2.4
March 9, 2016

How to Get What we really Want.

Greg Raines/Unsplash

“I know what you need,” he said disgruntled, as I was expressing my sentiment over our short lived relationship.

Taken back by his comment, my mind quickly replied: “I don’t need anything! What I would like to have is what I want.”

These words echoed loud inside my head as they sunk into my core to be digested. They created what I like to call an enlightened moment of Eureka.

After he walked away, the tears that had been barricaded behind my eyes poured out. The days to come were filled with bittersweet moments of self-reflection. I had been yet in another unsatisfying relationship, where I had been tricked into believing that it was what I wanted. This was the final straw that broke the camel’s back. “I’m tired of these meaningless relationships,” I shouted at myself with anger.

I hired myself as a detective and started to analyze my current and past experiences. What surfaced next was a strange feeling of déjà vu—the arguments, disagreements, defensiveness, and emotional detachment on their part were all too familiar. It was as if every one of my relationships had been formed from the same mold. All of a sudden, there were patterns that I was stringing together. These provided clues to solve the enigma that was hidden in my relationships.

I wanted the opportunity to break the patterns that were not working for me. Recognizing these patterns was not a simple task, as each pattern surfaced strong emotions.

After allowing myself the opportunity to feel strong sentiment, I stumbled upon “radical acceptance”—the idea of totally accepting something with your entire being, soul, heart, mind and spirit. This brought me to a very important conclusion: Acceptance makes it easier to allow the sunshine of our true being to break through the heavy clouds of our thoughts.

Acceptance gifted me with a feeling of gratitude towards the lessons learned from those experiences. I no longer felt ashamed of how my enlightened moment of Eureka came to be, when I was magnetically pulled into the sheets of a stranger, one hot summer’s night.

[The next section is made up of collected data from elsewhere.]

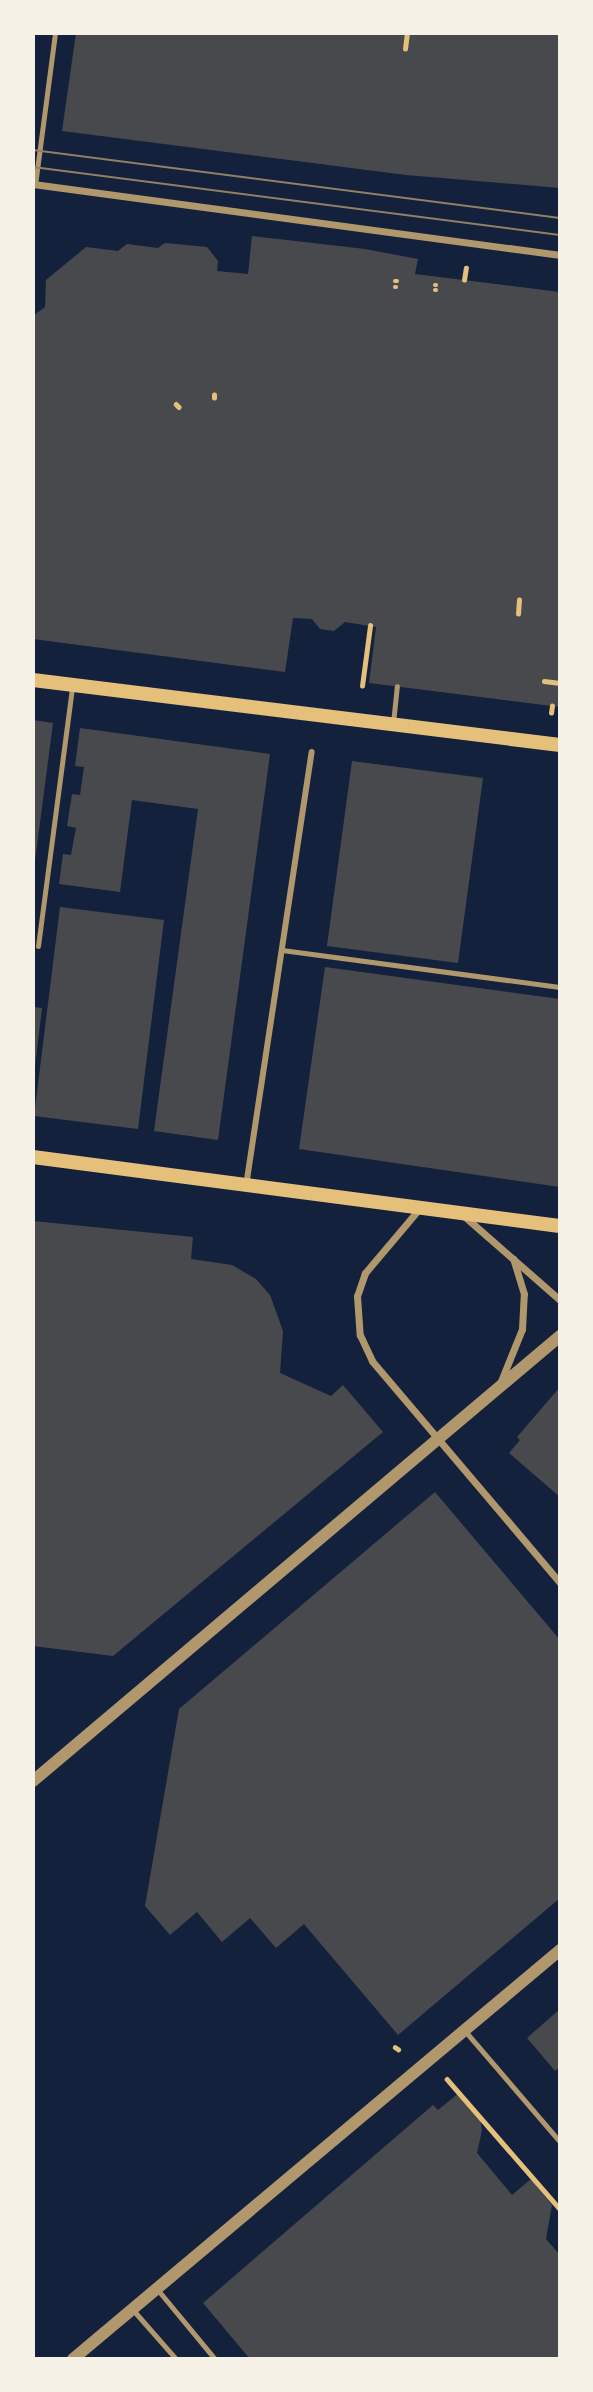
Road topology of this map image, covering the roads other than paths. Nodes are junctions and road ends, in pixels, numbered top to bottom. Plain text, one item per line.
1 (55, 33) edge
2 (34, 185) edge
3 (560, 255) edge
4 (33, 680) edge
5 (72, 684) junction
6 (397, 686) dead end
7 (393, 723) junction
8 (560, 745) edge
9 (312, 752) dead end
10 (38, 946) dead end
11 (282, 950) junction
12 (560, 987) edge
13 (33, 1157) edge
14 (246, 1188) junction
15 (419, 1209) junction
16 (464, 1215) junction
17 (560, 1226) edge
18 (513, 1259) junction
19 (560, 1300) edge
20 (560, 1336) edge
21 (496, 1393) junction
22 (439, 1441) junction
23 (560, 1583) edge
24 (33, 1780) edge
25 (560, 1950) edge
26 (465, 2031) junction
27 (560, 2142) edge
28 (157, 2289) junction
29 (133, 2310) junction
30 (73, 2359) edge
31 (176, 2359) edge
32 (215, 2359) edge

1 - 2 lane
2 - 3 street
4 - 5 main road
5 - 7 main road
5 - 10 lane
6 - 7 lane
7 - 8 main road
9 - 11 street
11 - 12 lane
11 - 14 street
13 - 14 main road
14 - 15 main road
15 - 16 main road
15 - 22 street
16 - 17 main road
16 - 18 street
18 - 19 street
18 - 21 street
20 - 21 street
21 - 22 street
22 - 23 street
22 - 24 street
25 - 26 street
26 - 27 lane
26 - 28 street
28 - 29 street
28 - 32 lane
29 - 30 street
29 - 31 lane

In today’s extremely technological social era, we know how easy it is to download an app with the purpose to meet individuals that can easily shift into a hook-up. It’s easy to create a story for ourselves around the notion of “I’m bored!” Or to say, “I just want to find someone to hangout with and talk, maybe this could be the one.” We mask the truth with sugar-coated cow dung—to say it euphemistically—“Let’s chill,” instead of what we really mean: “I’m feeling lonely so let’s hangout and probably have sex.”

It’s hard to accept these things! It’s hard to accept that sometimes we want someone to cuddle with when fear is telling us that we might never find them. It’s hard to accept that we want someone to treat us with affection, but our own insecurity bullies us with ideas that we don’t deserve it.

For me the worst thing to accept of all is the dreaded company that we know as loneliness.

Being alone! The sound of this phrase can truly be cringe-worthy at times. This was the first piece to the crazy puzzle that led me to my Eureka!

In my own experience, I had wounds that I had ignored. Wounds of abandonment and loss. I needed to do whatever it took to keep someone near me. This was masked as needing affection for pleasure in sex. But my pleasure was actually pain hidden away to avoid a truth that was too bitter to accept.

I felt that my parents had abandoned me at a young age, and since I had also been disfellowshipped from my religion, I had lost another family there as well.

I discovered that with loneliness by our side, silence begins to whisper the idea of finding company. And with boredom knocking down our senses, we take whatever we can get.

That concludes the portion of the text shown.